++++ PROVIDED DATA
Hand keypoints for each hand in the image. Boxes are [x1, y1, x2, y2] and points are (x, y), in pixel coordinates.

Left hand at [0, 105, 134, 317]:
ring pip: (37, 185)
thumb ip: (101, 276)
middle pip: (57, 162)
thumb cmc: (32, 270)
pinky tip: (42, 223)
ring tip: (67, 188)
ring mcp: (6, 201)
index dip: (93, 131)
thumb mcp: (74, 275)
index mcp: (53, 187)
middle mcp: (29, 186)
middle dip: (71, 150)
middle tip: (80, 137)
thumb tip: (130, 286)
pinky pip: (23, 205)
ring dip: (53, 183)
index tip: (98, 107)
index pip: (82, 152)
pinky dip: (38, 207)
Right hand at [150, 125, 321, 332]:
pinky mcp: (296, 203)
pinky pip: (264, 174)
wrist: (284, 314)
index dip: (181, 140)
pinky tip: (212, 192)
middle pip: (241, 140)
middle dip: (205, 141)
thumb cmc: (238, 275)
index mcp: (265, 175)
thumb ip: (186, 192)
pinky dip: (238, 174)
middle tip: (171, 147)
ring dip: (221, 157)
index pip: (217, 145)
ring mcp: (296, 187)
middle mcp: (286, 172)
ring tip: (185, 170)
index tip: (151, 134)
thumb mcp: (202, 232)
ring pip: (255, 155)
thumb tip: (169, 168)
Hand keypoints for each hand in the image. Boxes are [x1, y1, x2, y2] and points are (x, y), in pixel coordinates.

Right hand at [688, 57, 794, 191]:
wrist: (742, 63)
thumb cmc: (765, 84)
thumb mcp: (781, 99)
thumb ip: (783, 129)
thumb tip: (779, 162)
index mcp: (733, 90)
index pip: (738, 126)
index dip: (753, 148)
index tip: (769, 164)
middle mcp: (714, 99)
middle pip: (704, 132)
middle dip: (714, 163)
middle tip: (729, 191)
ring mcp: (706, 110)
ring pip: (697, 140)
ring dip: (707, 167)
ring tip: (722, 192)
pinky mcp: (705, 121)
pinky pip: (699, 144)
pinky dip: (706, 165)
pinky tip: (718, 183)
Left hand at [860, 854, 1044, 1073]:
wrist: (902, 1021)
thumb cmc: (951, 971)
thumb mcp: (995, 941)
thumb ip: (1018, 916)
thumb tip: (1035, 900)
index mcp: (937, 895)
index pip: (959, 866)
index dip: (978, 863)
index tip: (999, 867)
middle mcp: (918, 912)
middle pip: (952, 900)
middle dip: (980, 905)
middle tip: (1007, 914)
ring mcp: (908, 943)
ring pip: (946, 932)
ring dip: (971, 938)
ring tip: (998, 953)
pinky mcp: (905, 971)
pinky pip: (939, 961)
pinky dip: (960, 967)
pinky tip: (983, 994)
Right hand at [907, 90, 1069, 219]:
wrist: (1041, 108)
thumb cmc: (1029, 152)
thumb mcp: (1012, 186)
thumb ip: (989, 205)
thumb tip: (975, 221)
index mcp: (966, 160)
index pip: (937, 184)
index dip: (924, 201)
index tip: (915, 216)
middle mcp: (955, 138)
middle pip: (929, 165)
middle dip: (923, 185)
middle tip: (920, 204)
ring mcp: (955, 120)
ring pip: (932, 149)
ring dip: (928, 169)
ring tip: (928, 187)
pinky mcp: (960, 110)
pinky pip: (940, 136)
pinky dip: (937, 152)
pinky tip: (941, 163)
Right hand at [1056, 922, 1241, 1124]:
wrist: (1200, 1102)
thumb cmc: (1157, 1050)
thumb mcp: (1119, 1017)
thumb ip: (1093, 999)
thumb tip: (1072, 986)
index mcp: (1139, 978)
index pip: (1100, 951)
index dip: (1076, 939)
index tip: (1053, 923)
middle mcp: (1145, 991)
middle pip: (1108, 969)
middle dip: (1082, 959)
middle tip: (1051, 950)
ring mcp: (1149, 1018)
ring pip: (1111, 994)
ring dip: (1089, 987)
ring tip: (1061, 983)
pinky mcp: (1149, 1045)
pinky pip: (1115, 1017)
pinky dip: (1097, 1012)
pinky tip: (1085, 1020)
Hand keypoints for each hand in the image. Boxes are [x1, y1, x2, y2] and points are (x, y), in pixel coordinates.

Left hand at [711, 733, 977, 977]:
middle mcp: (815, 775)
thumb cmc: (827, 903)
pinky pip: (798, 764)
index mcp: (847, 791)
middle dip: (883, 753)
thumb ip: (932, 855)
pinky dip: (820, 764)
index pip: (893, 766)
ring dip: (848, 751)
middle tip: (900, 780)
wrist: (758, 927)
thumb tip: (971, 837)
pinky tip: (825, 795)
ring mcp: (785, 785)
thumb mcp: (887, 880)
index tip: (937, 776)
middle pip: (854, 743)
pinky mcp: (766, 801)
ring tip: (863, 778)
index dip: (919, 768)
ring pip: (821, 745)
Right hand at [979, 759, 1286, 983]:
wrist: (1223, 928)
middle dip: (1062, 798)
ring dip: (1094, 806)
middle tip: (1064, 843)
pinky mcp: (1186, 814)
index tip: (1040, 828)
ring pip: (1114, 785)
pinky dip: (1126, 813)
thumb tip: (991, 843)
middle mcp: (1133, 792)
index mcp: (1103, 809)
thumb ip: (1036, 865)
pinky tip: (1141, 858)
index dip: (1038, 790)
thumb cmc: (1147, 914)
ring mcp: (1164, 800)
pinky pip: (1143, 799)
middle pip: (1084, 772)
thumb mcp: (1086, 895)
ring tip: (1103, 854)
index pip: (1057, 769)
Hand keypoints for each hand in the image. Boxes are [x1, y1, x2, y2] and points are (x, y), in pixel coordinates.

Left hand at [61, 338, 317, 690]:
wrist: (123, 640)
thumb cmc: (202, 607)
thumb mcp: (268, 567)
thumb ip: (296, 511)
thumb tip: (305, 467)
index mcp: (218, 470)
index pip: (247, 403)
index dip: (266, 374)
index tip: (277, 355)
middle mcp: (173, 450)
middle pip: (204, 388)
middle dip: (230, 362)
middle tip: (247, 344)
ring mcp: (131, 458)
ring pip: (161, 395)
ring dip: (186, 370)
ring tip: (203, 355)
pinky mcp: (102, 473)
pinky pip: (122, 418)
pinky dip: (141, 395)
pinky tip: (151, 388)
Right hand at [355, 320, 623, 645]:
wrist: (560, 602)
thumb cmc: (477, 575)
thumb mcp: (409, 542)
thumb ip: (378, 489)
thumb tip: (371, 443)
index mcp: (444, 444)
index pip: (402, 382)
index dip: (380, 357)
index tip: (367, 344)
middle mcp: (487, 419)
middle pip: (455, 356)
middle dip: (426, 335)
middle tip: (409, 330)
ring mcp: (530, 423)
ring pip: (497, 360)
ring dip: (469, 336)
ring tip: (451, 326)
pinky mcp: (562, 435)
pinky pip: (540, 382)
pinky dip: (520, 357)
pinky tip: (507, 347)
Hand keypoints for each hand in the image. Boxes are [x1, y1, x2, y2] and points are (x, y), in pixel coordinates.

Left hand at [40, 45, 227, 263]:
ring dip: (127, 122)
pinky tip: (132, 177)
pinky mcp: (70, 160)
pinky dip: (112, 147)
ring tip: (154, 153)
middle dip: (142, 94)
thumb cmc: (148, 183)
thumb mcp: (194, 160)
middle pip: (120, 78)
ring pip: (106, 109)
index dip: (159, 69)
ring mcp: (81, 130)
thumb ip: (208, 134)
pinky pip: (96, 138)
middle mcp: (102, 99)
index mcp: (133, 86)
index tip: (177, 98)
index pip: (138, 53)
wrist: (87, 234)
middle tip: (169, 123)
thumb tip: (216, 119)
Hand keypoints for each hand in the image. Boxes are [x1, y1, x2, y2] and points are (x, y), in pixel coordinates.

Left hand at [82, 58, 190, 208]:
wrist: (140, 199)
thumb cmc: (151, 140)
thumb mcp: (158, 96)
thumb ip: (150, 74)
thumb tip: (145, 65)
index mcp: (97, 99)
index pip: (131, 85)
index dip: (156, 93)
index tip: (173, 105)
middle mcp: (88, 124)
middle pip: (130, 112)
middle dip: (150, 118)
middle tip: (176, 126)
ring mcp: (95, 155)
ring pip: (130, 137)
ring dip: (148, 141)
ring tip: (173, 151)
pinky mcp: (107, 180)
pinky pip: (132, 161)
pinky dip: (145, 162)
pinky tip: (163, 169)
++++++++
» WHAT THIS TASK INVOLVES: Beginning with the line above that contains "thumb cmc: (827, 903)", copy each line exactly up to and including the line that contains "ring tip: (863, 778)", and go no further.

» ANSWER TO THE EXERCISE:
thumb cmc: (827, 903)
pinky pip: (798, 764)
index mcp: (847, 791)
middle dip: (883, 753)
thumb ip: (932, 855)
pinky dip: (820, 764)
index pip: (893, 766)
ring dip: (848, 751)
middle tip: (900, 780)
wrist: (758, 927)
thumb tip: (971, 837)
pinky tip: (825, 795)
ring mcp: (785, 785)
thumb mcp: (887, 880)
index tip: (937, 776)
middle pip: (854, 743)
pinky mcp: (766, 801)
ring tip: (863, 778)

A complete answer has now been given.